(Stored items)
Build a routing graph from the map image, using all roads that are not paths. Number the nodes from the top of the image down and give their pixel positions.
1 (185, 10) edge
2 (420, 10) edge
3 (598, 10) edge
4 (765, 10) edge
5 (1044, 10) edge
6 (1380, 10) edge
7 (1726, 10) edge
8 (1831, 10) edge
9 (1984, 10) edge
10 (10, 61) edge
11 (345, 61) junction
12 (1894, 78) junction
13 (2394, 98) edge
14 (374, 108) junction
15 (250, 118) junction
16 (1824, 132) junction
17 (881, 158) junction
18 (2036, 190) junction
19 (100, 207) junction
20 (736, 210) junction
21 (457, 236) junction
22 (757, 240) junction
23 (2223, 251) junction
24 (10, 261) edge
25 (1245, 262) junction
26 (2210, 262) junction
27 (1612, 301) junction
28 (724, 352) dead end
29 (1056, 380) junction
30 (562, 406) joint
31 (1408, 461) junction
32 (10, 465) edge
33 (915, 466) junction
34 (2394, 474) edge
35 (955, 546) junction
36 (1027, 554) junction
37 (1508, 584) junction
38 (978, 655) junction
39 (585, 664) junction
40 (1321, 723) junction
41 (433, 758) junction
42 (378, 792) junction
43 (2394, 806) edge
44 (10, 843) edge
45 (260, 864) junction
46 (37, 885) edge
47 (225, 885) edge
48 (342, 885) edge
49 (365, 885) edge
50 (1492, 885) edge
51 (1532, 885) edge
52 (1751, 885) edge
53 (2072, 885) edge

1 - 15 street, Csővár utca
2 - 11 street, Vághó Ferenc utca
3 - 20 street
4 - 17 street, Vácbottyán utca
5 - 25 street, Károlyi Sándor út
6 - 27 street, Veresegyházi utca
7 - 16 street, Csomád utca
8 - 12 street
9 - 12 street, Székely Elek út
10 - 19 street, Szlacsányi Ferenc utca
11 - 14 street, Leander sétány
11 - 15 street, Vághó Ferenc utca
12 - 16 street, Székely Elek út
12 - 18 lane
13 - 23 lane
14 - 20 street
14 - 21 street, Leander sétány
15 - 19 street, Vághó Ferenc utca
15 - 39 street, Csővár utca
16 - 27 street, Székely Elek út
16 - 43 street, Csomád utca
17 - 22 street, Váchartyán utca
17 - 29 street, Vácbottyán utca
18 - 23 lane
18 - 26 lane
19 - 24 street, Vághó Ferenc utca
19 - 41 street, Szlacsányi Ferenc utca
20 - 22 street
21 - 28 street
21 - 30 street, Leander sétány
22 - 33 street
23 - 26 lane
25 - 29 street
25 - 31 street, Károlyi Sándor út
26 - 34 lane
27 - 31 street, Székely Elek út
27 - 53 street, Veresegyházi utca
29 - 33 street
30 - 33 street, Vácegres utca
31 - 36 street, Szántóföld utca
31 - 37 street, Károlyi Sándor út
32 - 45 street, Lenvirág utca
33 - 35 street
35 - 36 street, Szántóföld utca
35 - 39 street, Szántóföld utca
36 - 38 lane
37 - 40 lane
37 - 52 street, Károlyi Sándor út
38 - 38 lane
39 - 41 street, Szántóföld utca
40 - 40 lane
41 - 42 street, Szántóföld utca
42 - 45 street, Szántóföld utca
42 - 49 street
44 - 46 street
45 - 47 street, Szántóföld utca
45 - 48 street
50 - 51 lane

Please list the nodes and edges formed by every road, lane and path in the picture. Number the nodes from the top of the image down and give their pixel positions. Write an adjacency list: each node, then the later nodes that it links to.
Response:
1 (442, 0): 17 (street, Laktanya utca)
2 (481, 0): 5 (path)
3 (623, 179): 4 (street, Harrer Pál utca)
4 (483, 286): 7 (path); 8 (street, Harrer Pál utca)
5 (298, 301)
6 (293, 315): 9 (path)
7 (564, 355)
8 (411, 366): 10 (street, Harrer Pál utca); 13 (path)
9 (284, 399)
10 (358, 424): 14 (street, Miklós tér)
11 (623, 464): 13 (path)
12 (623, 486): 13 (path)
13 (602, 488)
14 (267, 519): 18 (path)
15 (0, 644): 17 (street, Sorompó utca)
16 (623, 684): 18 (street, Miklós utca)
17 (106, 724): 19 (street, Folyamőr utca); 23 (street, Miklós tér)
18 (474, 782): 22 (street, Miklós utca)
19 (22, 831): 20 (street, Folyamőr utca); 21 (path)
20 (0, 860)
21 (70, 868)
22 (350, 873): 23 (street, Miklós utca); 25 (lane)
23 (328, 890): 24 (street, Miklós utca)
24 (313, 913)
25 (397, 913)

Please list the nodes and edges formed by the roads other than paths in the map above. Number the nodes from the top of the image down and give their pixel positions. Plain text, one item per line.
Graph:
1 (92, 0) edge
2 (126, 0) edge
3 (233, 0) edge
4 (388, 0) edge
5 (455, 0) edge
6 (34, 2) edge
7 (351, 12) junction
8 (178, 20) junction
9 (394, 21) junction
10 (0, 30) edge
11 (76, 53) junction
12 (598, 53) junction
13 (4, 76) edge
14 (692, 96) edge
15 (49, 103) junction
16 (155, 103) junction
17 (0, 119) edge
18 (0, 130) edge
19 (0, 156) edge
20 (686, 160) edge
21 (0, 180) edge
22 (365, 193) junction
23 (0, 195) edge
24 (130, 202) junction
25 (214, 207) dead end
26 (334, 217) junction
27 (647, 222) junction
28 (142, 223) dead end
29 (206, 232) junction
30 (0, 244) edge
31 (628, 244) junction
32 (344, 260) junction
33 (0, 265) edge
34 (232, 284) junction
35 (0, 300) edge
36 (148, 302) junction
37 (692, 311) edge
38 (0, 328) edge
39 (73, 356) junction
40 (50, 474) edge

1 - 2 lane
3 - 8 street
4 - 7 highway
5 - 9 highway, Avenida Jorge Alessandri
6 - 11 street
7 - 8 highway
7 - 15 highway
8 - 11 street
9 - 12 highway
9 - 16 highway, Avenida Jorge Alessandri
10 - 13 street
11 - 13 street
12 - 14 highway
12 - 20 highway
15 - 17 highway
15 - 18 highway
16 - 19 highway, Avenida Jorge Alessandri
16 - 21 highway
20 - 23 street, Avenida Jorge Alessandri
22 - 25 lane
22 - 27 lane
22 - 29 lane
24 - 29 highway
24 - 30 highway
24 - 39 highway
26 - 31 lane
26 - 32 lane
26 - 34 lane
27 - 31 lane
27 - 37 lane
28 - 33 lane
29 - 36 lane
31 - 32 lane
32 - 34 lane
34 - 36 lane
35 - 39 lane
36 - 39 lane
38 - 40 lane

◆ WORK TO BE COMPLETED
Among the lines above, find those holding "their" and copy each one.

◆ EXERCISE SOLUTION
Build a routing graph from the map image, using all roads that are not paths. Number the nodes from the top of the image down and give their pixel positions.
Please list the nodes and edges formed by every road, lane and path in the picture. Number the nodes from the top of the image down and give their pixel positions. Write an adjacency list: each node, then the later nodes that it links to.
Please list the nodes and edges formed by the roads other than paths in the map above. Number the nodes from the top of the image down and give their pixel positions. Plain text, one item per line.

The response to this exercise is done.